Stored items
______________________________
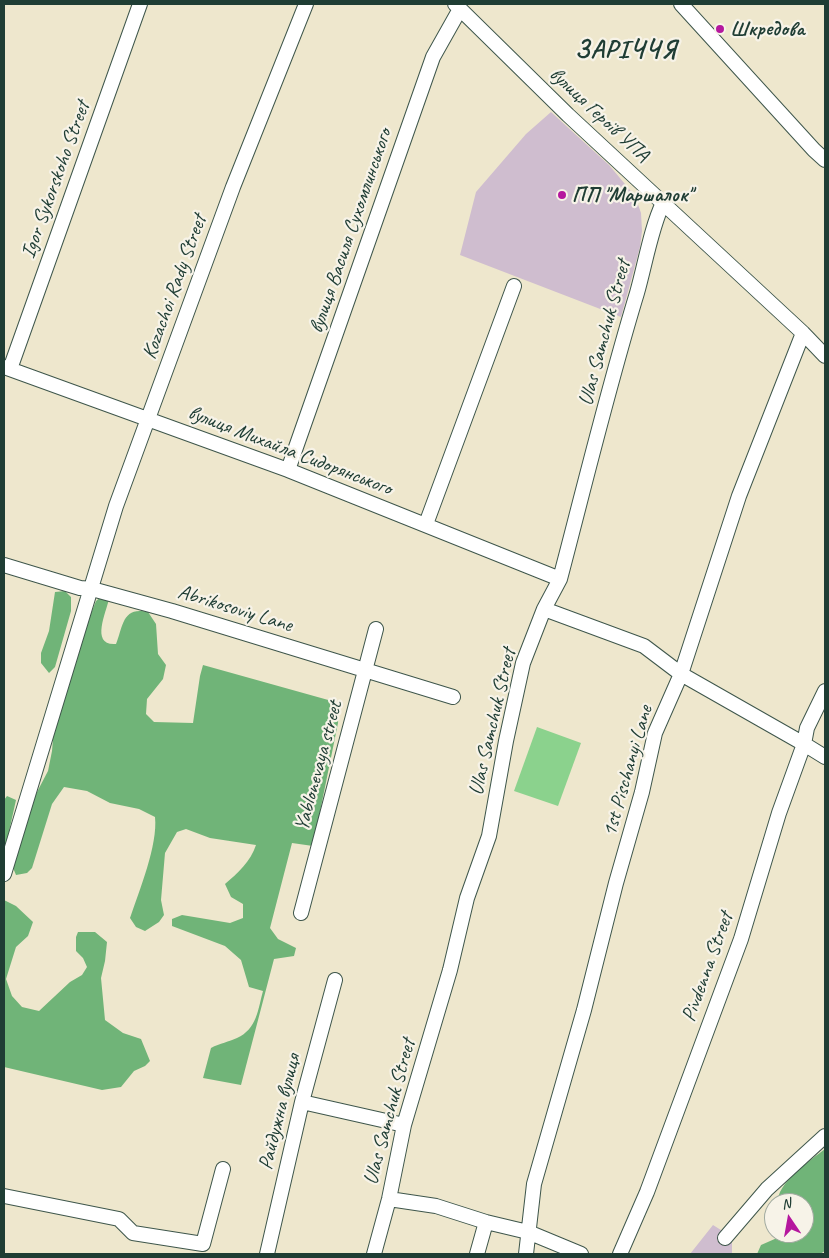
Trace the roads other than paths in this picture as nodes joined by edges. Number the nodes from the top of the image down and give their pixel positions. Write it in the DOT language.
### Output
graph roads {
  1 [pos="140,4"];
  2 [pos="306,4"];
  3 [pos="682,4"];
  4 [pos="458,6"];
  5 [pos="825,160"];
  6 [pos="663,203"];
  7 [pos="514,286"];
  8 [pos="803,332"];
  9 [pos="825,356"];
  10 [pos="7,368"];
  11 [pos="148,419"];
  12 [pos="288,470"];
  13 [pos="426,524"];
  14 [pos="4,564"];
  15 [pos="560,579"];
  16 [pos="92,589"];
  17 [pos="544,609"];
  18 [pos="376,629"];
  19 [pos="365,670"];
  20 [pos="681,674"];
  21 [pos="825,691"];
  22 [pos="453,697"];
  23 [pos="804,744"];
  24 [pos="825,757"];
  25 [pos="4,874"];
  26 [pos="301,913"];
  27 [pos="335,980"];
  28 [pos="302,1102"];
  29 [pos="404,1125"];
  30 [pos="825,1136"];
  31 [pos="223,1169"];
  32 [pos="4,1196"];
  33 [pos="389,1199"];
  34 [pos="486,1222"];
  35 [pos="528,1232"];
  36 [pos="726,1238"];
  37 [pos="267,1254"];
  38 [pos="374,1254"];
  39 [pos="477,1254"];
  40 [pos="526,1254"];
  41 [pos="581,1254"];
  42 [pos="620,1254"];
  1 -- 10 [label="street, Igor Sykorskoho Street"];
  2 -- 11 [label="street, Kozachoi Rady Street"];
  3 -- 5 [label="street"];
  4 -- 6 [label="street, вулиця Героїв УПА"];
  4 -- 12 [label="street, вулиця Василя Сухомлинського"];
  6 -- 8 [label="street, вулиця Героїв УПА"];
  6 -- 15 [label="street, Ulas Samchuk Street"];
  7 -- 13 [label="street"];
  8 -- 9 [label="street, вулиця Героїв УПА"];
  8 -- 20 [label="street, 1st Pischanyi Lane"];
  10 -- 11 [label="street, вулиця Михайла Сидорянського"];
  11 -- 12 [label="street, вулиця Михайла Сидорянського"];
  11 -- 16 [label="street, Kozachoi Rady Street"];
  12 -- 13 [label="street, вулиця Михайла Сидорянського"];
  13 -- 15 [label="street, вулиця Михайла Сидорянського"];
  14 -- 16 [label="street, Abrikosoviy Lane"];
  15 -- 17 [label="street, Ulas Samchuk Street"];
  16 -- 19 [label="street, Abrikosoviy Lane"];
  16 -- 25 [label="street, Kozachoi Rady Street"];
  17 -- 20 [label="street"];
  17 -- 29 [label="street, Ulas Samchuk Street"];
  18 -- 19 [label="street, Yablonevaya street"];
  19 -- 22 [label="street, Abrikosoviy Lane"];
  19 -- 26 [label="street, Yablonevaya street"];
  20 -- 23 [label="street"];
  20 -- 35 [label="street, 1st Pischanyi Lane"];
  21 -- 23 [label="street, Pivdenna Street"];
  23 -- 24 [label="street"];
  23 -- 42 [label="street, Pivdenna Street"];
  27 -- 28 [label="street, Райдужна вулиця"];
  28 -- 29 [label="street"];
  28 -- 37 [label="street, Райдужна вулиця"];
  29 -- 33 [label="street, Ulas Samchuk Street"];
  30 -- 36 [label="street"];
  31 -- 32 [label="street"];
  33 -- 34 [label="street"];
  33 -- 38 [label="street, Ulas Samchuk Street"];
  34 -- 35 [label="street"];
  34 -- 39 [label="street"];
  35 -- 40 [label="street, 1st Pischanyi Lane"];
  35 -- 41 [label="street"];
}
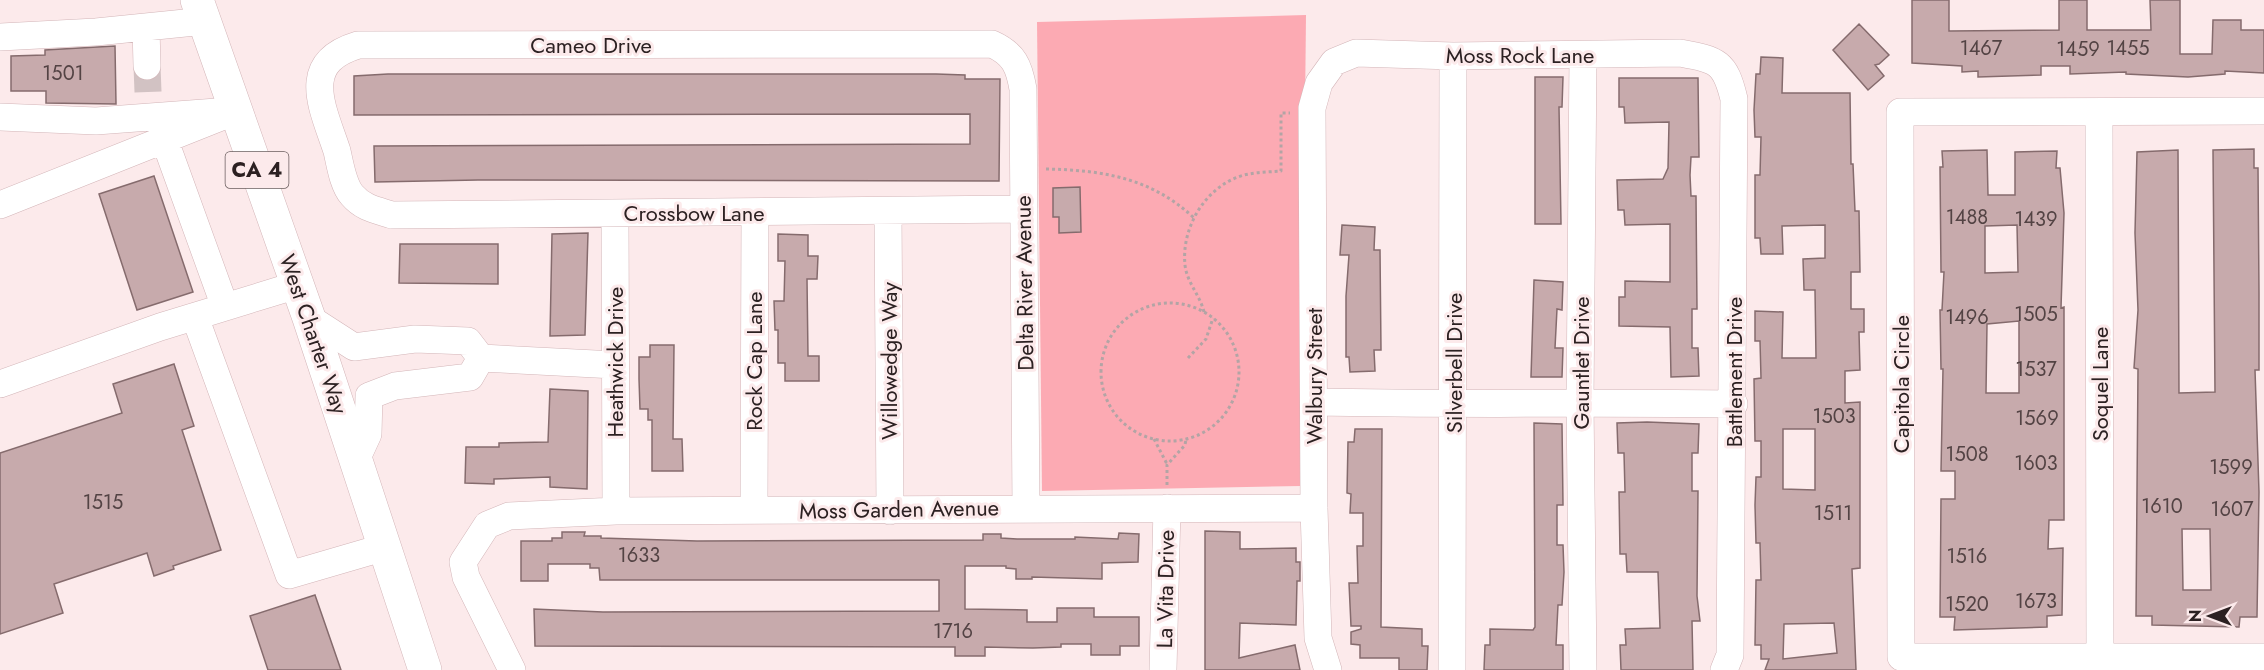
______________________________
Each line of the entries above that includes "Yablonevaya" counts once; state how many such lines there are, with the number as the only answer.

2